# Available hard drive space



## Dobe (Mar 5, 2007)

Hi:

I'm really bad with math but the Hopper hard drive info seems wrong. My Hopper says "your hard drive is 21% full with 24 recordings". I thought the Hopper held 500 HD hours? The 24 recordings add up to about 23 HD hours.

If my hard drive was 21% full wouldn't that mean I had 105 (.21 x 500) HD hours recorded?

The Deleted recordings that haven't dropped off add up to 12.5 hours. That's still only a total of 35.5 hours.

Sorry, math is not my strong suit.

Thanks


----------



## LtMunst (Aug 24, 2005)

PTAT uses close to 20% by itself if you have that turned on.


----------



## Stewart Vernon (Jan 7, 2005)

Also... those "500 HD hours) is an estimate based upon an average size per hour of programming.

SD doesn't take as much space as HD... and not all HD is created equally. IF you record from the OTA adapter, those HD broadcasts will take more space than the average, and thus less hours available total space. Also, not all HD is created equally... some is 1080, other is 720... and 16x9 programs take more space usually than a 2.35:1 aspect movie... and movies with a lot of action/changes take more space than say a drama with more lingering shots of scenery.

Basically, its an estimate. YMMV in reality.


----------



## Dobe (Mar 5, 2007)

My recording are all Satellite TV HD. No OTA. No films.

Even it's an estimate it seems to be way off unless what I say below is true.

I thought PTA had its own separate 1 TB hard drive. I thought the other hard drive was also 1 TB which worked out to approx. 500 HD hours of space, in addition to the PTA drive. I know E* saves some of the drive for itself but I don't know why they would report space used used by E* in the drive info.

As I said, the Hopper says I have 24 recordings, which is the # of recording I have on my "no folders" drive. So the info that says I have 24 recordings is correct but I don't understand why I've used 21% of the available space unless the % of used space the Hopper is giving me is counting something else.

I didn't look at the hard drive space used before I started saving recordings.

Maybe with no recordings saved there's already x% of hard drive used?
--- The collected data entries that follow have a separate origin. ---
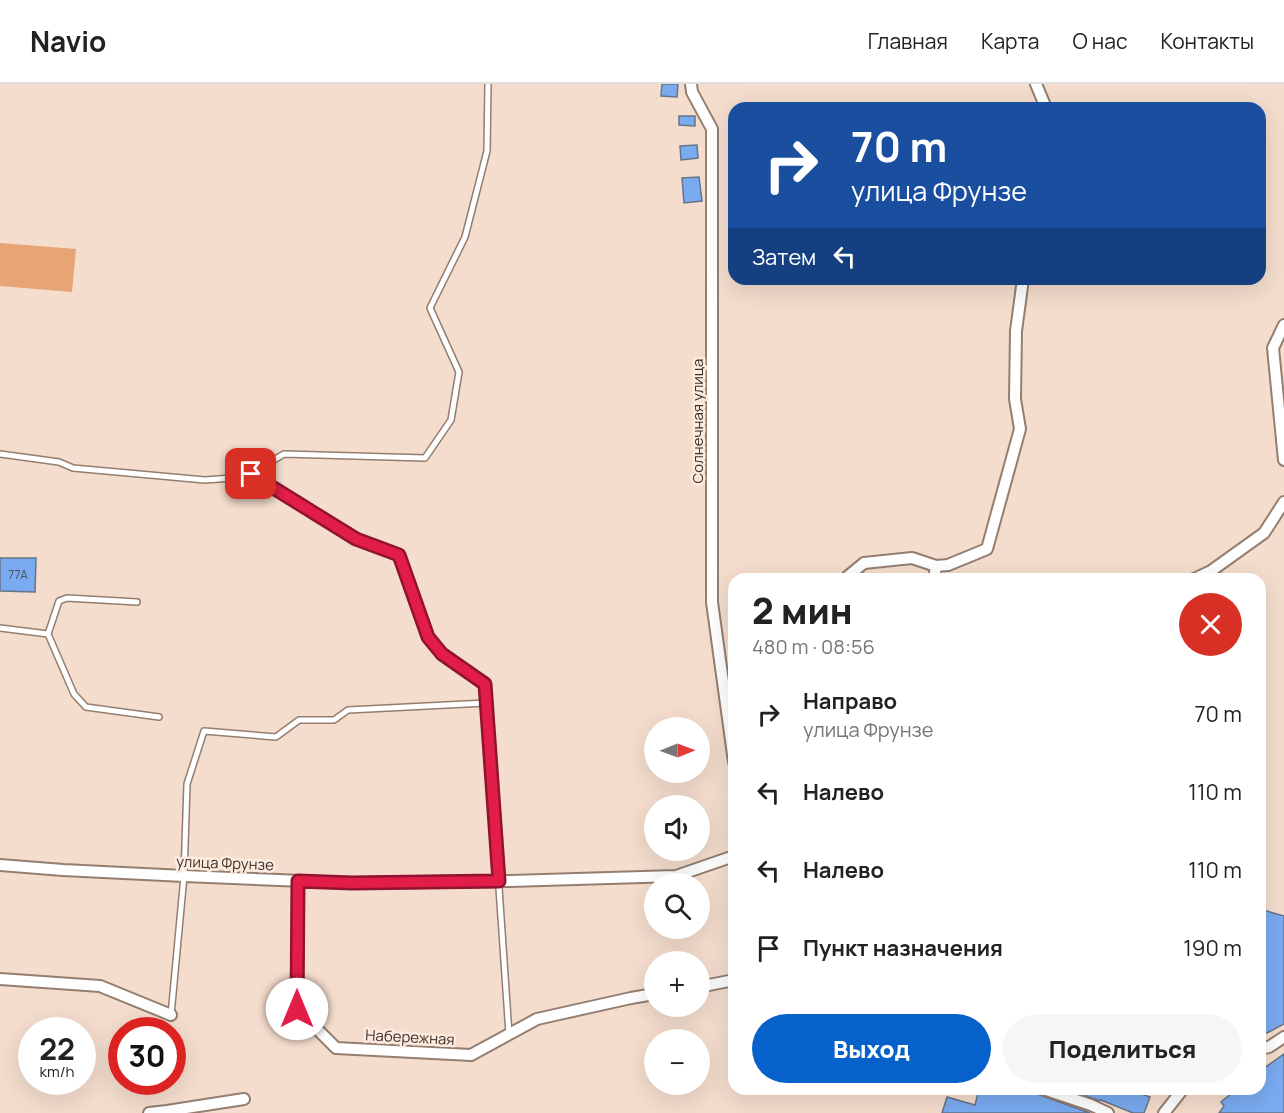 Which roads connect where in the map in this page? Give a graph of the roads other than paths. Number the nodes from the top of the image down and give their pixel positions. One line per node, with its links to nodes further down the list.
1 (488, 84): 9 (lane)
2 (691, 84): 20 (street, Солнечная улица)
3 (1036, 84): 4 (street)
4 (1044, 102)
5 (1022, 285): 11 (street)
6 (1284, 325): 8 (street)
7 (0, 454): 9 (lane)
8 (1284, 460)
9 (251, 474): 18 (lane)
10 (1284, 502): 14 (street)
11 (936, 566): 12 (street); 13 (street)
12 (853, 573)
13 (935, 573)
14 (1207, 573)
15 (137, 602): 17 (lane)
16 (0, 628): 17 (lane)
17 (48, 634): 19 (lane)
18 (486, 702): 23 (lane); 25 (lane)
19 (159, 717)
20 (728, 718)
21 (728, 858): 25 (street, улица Фрунзе)
22 (0, 866): 23 (street, улица Фрунзе)
23 (184, 876): 24 (street, улица Фрунзе); 30 (lane)
24 (298, 881): 25 (street, улица Фрунзе); 31 (street, Набережная)
25 (499, 881): 31 (lane)
26 (0, 979): 30 (street)
27 (728, 981): 28 (street)
28 (710, 985)
29 (644, 996): 31 (street, Набережная)
30 (171, 1015)
31 (509, 1035)
32 (1284, 1037): 33 (street)
33 (1266, 1048)
34 (1061, 1095): 38 (street)
35 (1178, 1095): 39 (street)
36 (244, 1099): 37 (street)
37 (149, 1113)
38 (1108, 1113)
39 (1164, 1113)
If so, the % of HD space used should go up much more slowly as I continue to save programs.

I guess the bottom line is do I get approx 500 HD hours (taking into account what Stewart said) of space in addition to PTA?

Thanks


----------



## RasputinAXP (Jan 23, 2008)

Dobe said:


> I thought PTA had its own separate 1 TB hard drive. I thought the other hard drive was also 1 TB which worked out to approx. 500 HD hours of space, in addition to the PTA drive. I know E* saves some of the drive for itself but I don't know why they would report space used used by E* in the drive info.


Indeed not. It's 1 2TB drive.


----------



## Stewart Vernon (Jan 7, 2005)

As RasputinAXP says, just the one 2TB drive.
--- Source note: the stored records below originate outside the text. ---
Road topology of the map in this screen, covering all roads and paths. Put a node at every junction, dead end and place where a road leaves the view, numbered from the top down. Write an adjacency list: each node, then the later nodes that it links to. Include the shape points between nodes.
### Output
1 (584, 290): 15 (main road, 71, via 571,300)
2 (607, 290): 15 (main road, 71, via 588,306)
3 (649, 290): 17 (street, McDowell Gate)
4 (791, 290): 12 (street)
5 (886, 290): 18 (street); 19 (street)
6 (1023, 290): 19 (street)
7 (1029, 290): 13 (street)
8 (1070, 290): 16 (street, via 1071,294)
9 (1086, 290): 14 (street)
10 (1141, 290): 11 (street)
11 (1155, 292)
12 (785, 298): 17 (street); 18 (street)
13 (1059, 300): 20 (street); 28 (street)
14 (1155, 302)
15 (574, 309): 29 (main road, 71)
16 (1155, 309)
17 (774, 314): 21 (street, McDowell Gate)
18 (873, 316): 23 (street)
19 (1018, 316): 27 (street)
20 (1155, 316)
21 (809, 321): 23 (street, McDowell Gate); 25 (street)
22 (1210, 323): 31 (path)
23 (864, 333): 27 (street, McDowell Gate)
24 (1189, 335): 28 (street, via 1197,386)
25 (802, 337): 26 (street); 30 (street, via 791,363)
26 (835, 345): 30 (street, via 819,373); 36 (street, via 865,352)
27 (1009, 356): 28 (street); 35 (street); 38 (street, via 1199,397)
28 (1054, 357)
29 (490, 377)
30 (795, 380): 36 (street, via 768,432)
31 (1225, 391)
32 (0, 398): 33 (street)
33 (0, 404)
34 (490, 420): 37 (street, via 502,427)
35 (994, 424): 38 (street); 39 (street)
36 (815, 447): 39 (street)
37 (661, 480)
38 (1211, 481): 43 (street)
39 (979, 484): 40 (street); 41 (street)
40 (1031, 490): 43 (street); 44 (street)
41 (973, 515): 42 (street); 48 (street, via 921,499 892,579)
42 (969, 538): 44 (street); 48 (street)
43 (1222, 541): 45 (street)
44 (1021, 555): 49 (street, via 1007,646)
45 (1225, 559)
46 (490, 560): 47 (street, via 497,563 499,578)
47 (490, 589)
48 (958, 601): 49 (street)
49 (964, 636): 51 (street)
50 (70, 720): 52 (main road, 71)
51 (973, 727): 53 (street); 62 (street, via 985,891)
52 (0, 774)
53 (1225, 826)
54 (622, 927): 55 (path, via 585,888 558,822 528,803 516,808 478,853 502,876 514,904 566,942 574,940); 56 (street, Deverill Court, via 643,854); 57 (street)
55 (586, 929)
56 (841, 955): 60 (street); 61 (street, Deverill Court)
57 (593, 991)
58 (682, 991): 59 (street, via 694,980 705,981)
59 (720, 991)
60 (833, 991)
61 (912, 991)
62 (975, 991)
Some is reserved for Dish use for receiver data, 9-day EPG, housekeeping, and those channel 501 VOD PPV items.

The rest (the part Dish tells you in that % used estimate) is for your recordings, PTAT recordings, and any ordered Dish Online/downloaded content.

And again... it is still an estimate when they say "500 HD hours"... IF you happen to be recording things that are smaller in size, you'll find you get more hours of HD. That's one of the reasons on the 922 and Hopper they stopped counting those estimated SD/HD hours remaining... because you could see when you deleted a 2 hour recording, sometimes you only freed up 1.5 hours... because the estimation system correlating drive space to hours is not a precise thing.

Whereas, saying you have XX% left can be precise... and it is up to you to figure out if that XX% free space is enough for whatever you have plans to record.


----------



## P Smith (Jul 25, 2002)

Dobe said:


> My recording are all Satellite TV HD. No OTA. No films.
> 
> Even it's an estimate it seems to be way off unless what I say below is true.
> 
> ...


If you're really into deep knowledge of using the internal 2 TB drive by 813's Linux system, find my old post about "QUOTA" file and take a look into it.


----------



## Dobe (Mar 5, 2007)

Stewart Vernon said:


> The rest (the part Dish tells you in that % used estimate) is for your recordings, PTAT recordings, and any ordered Dish Online/downloaded content.


What I'm wondering is approximately (I understand the variables pointed out above) how many hours of HD programming I can permanently store on the Hopper?

My current 23 hours of programming takes 21% so I guess that means I have approximately 82 more hours of similar type HD programming storage available. But that would leave no more room for recording.

If that remaining space is also used for PTA then that's a problem since PTA is approx. 96 hours every 8 days.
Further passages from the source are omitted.